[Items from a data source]

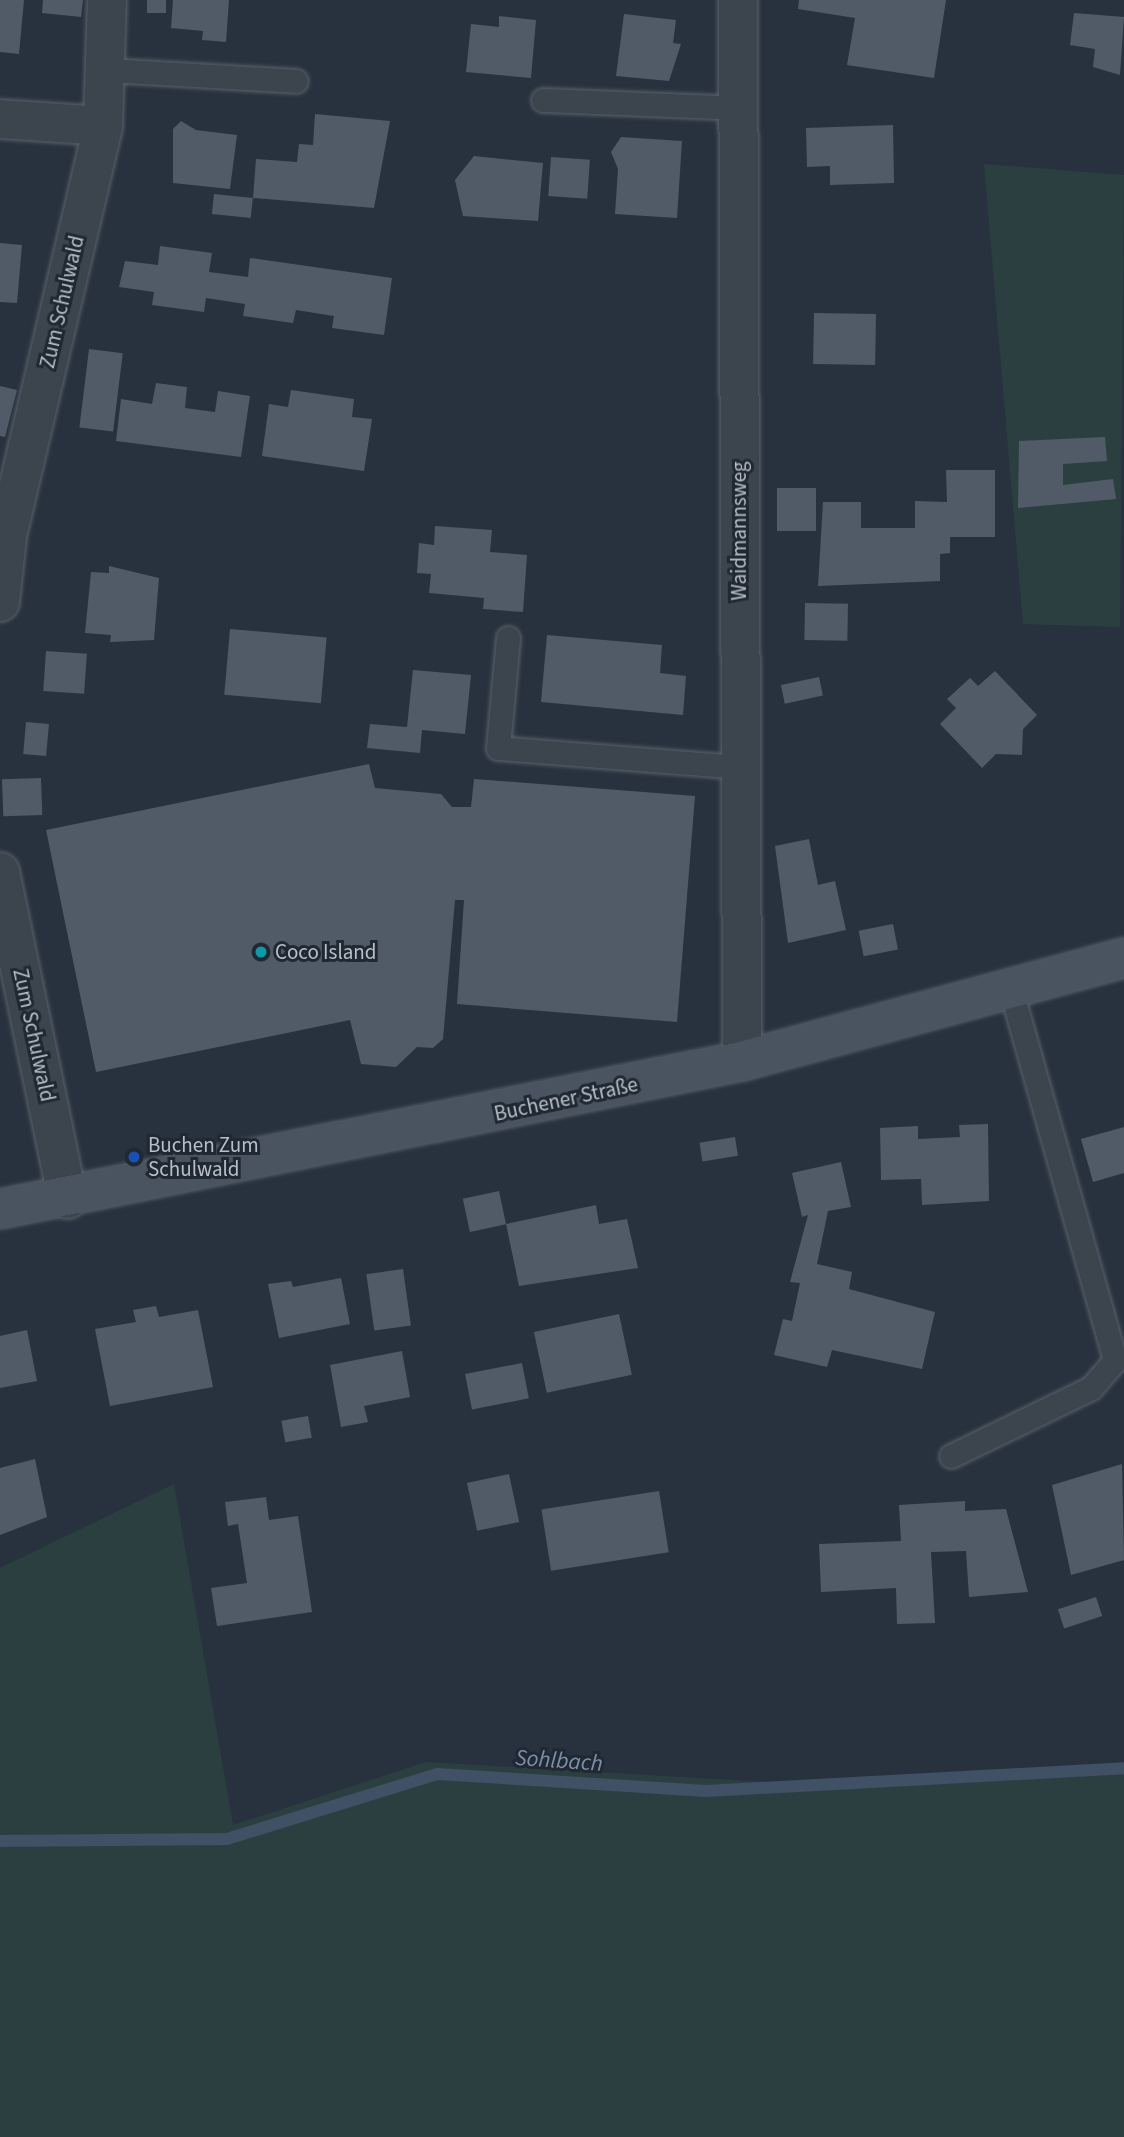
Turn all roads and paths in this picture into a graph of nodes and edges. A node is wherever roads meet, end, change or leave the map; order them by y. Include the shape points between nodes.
1 (107, 0) edge
2 (738, 0) edge
3 (106, 71) junction
4 (296, 81) dead end
5 (543, 100) dead end
6 (739, 108) junction
7 (0, 119) edge
8 (103, 126) junction
9 (4, 536) edge
10 (0, 602) edge
11 (508, 638) dead end
12 (739, 767) junction
13 (0, 872) edge
14 (8, 953) edge
15 (1124, 958) edge
16 (1011, 990) junction
17 (742, 1061) junction
18 (68, 1199) junction
19 (0, 1209) edge
20 (951, 1456) dead end

1 - 3 street, Zum Schulwald
2 - 6 street, Waidmannsweg
3 - 4 lane
3 - 8 street, Zum Schulwald
5 - 6 lane
6 - 12 street, Waidmannsweg
7 - 8 street
8 - 9 street, Zum Schulwald
9 - 10 street, Zum Schulwald
11 - 12 lane via 498,748
12 - 17 street, Waidmannsweg
13 - 14 street, Zum Schulwald
14 - 18 street, Zum Schulwald
15 - 16 street, Buchener Straße
16 - 17 street, Buchener Straße
16 - 20 lane via 1115,1360 1091,1388
17 - 18 street, Buchener Straße
18 - 19 street, Buchener Straße

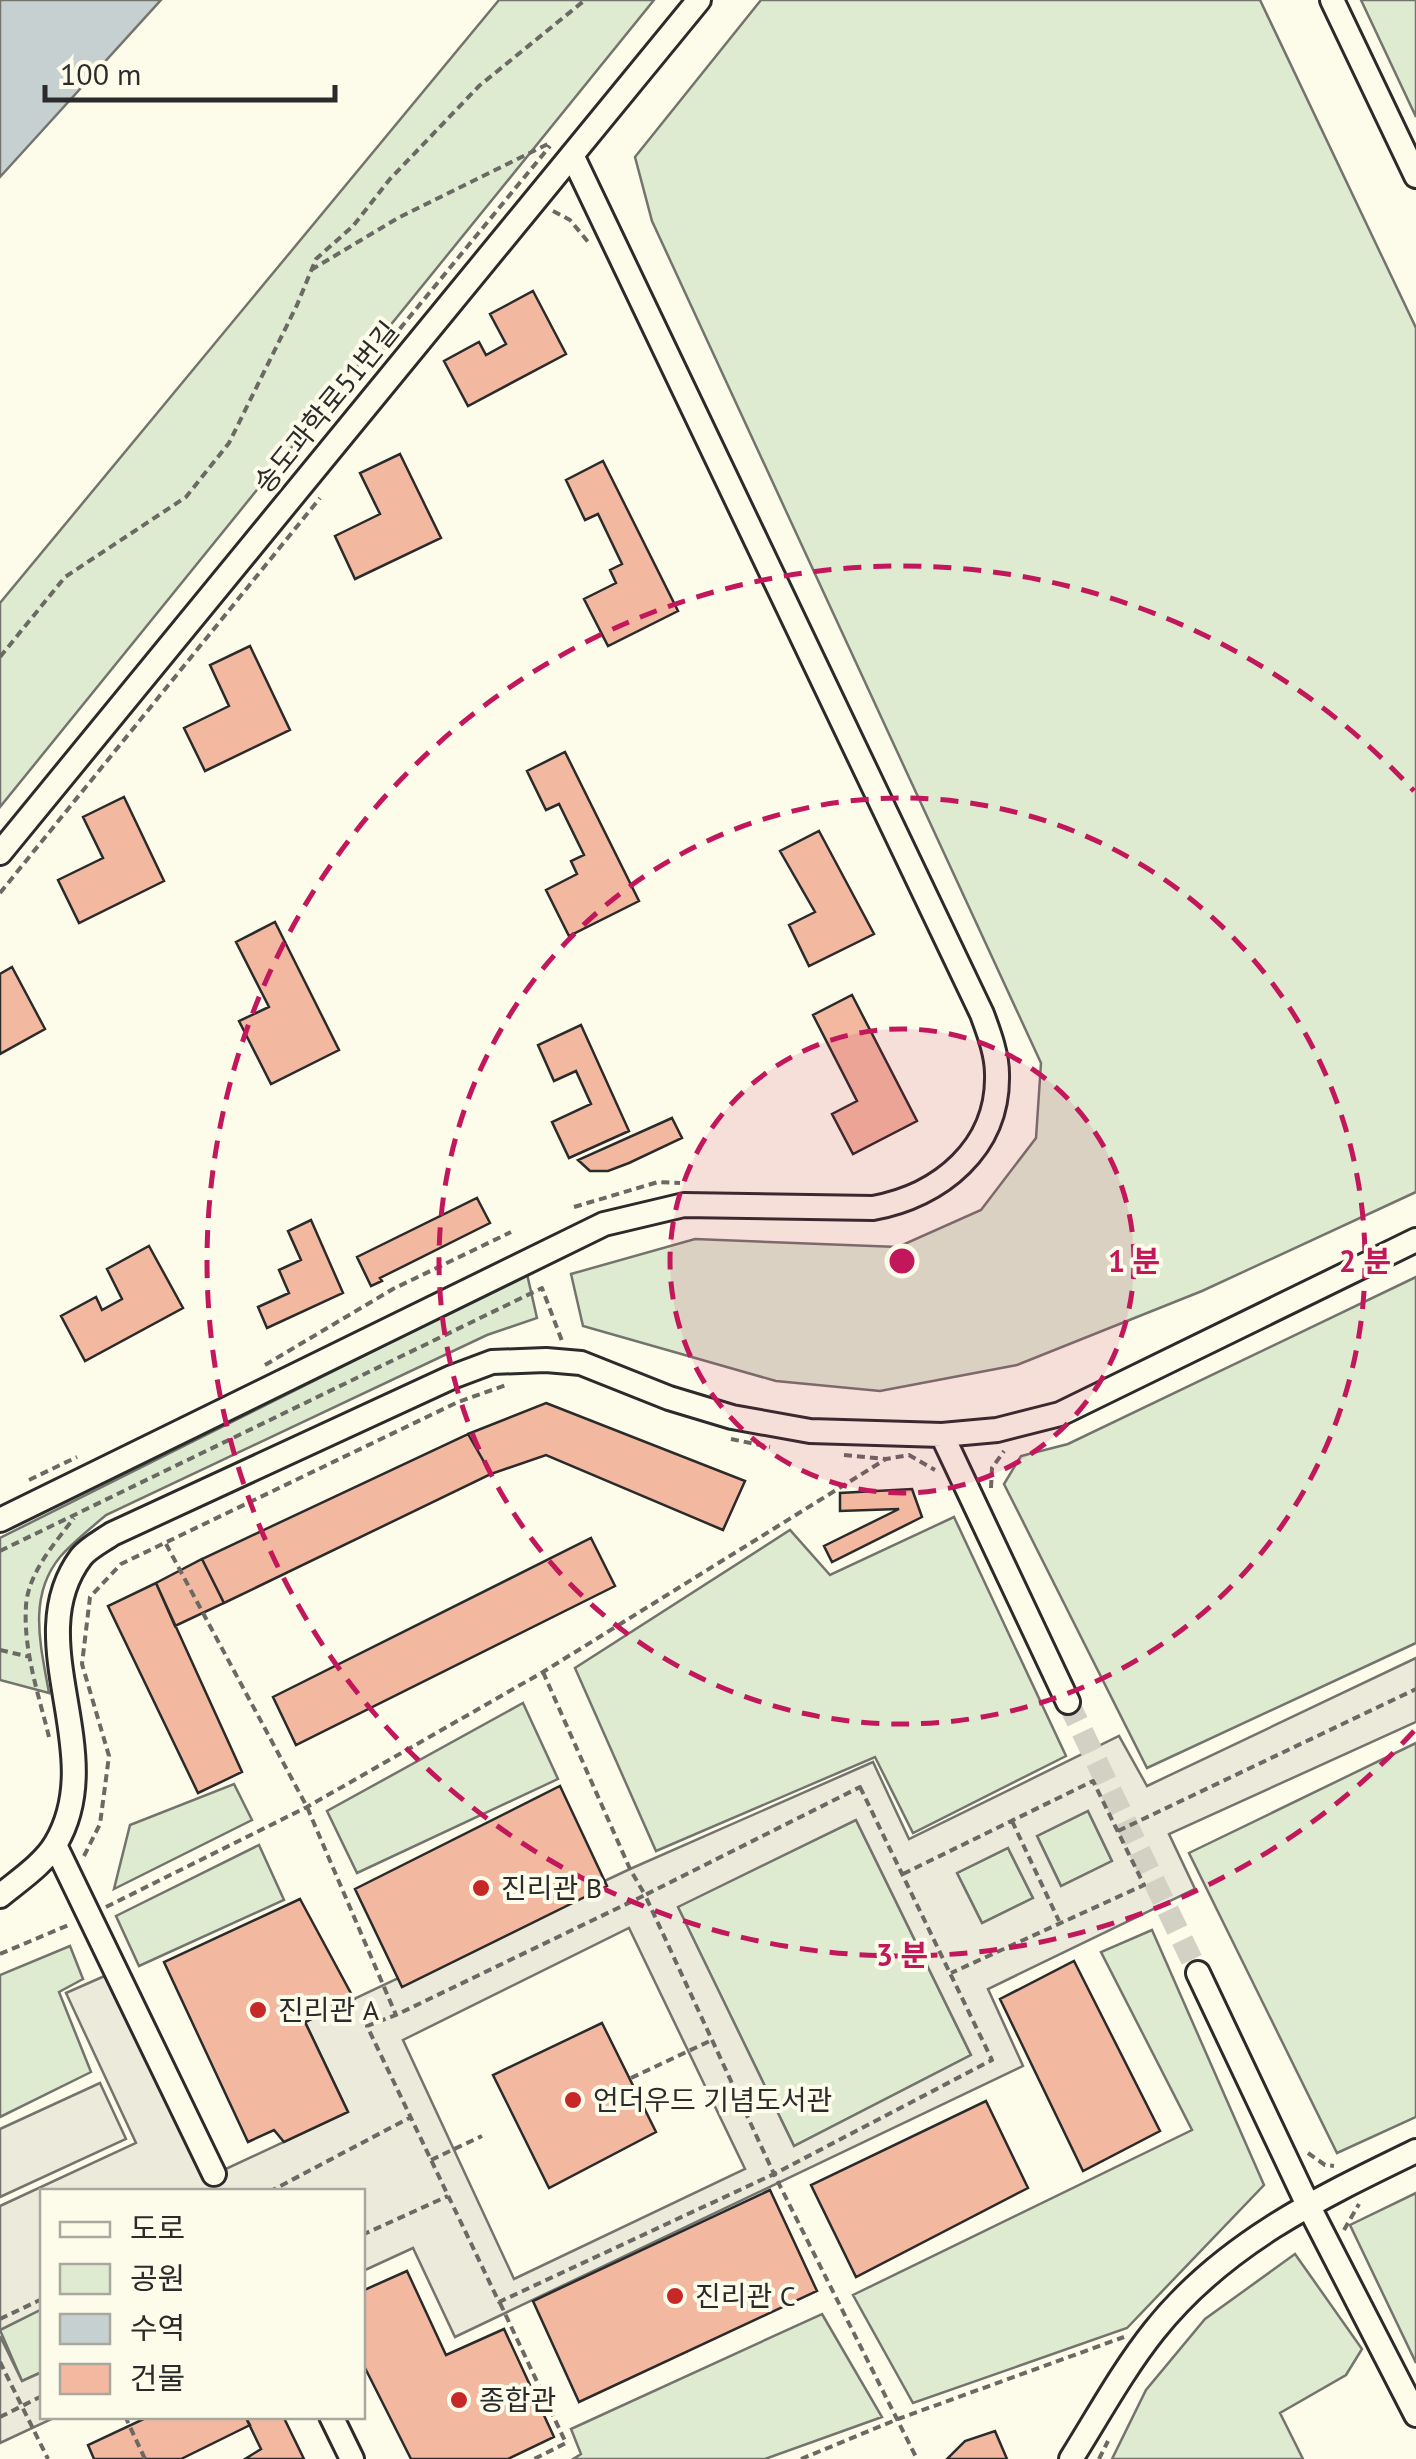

Task to complete:
Only the wording of the records is wanted: copy it all exactly and omit the pictures.

Exercise answer:
Turn all roads and paths in this picture into a graph of nodes and edges. A node is wherever roads meet, end, change or leave the map; order them by y. Include the shape points between nodes.
1 (107, 0) edge
2 (738, 0) edge
3 (106, 71) junction
4 (296, 81) dead end
5 (543, 100) dead end
6 (739, 108) junction
7 (0, 119) edge
8 (103, 126) junction
9 (4, 536) edge
10 (0, 602) edge
11 (508, 638) dead end
12 (739, 767) junction
13 (0, 872) edge
14 (8, 953) edge
15 (1124, 958) edge
16 (1011, 990) junction
17 (742, 1061) junction
18 (68, 1199) junction
19 (0, 1209) edge
20 (951, 1456) dead end

1 - 3 street, Zum Schulwald
2 - 6 street, Waidmannsweg
3 - 4 lane
3 - 8 street, Zum Schulwald
5 - 6 lane
6 - 12 street, Waidmannsweg
7 - 8 street
8 - 9 street, Zum Schulwald
9 - 10 street, Zum Schulwald
11 - 12 lane via 498,748
12 - 17 street, Waidmannsweg
13 - 14 street, Zum Schulwald
14 - 18 street, Zum Schulwald
15 - 16 street, Buchener Straße
16 - 17 street, Buchener Straße
16 - 20 lane via 1115,1360 1091,1388
17 - 18 street, Buchener Straße
18 - 19 street, Buchener Straße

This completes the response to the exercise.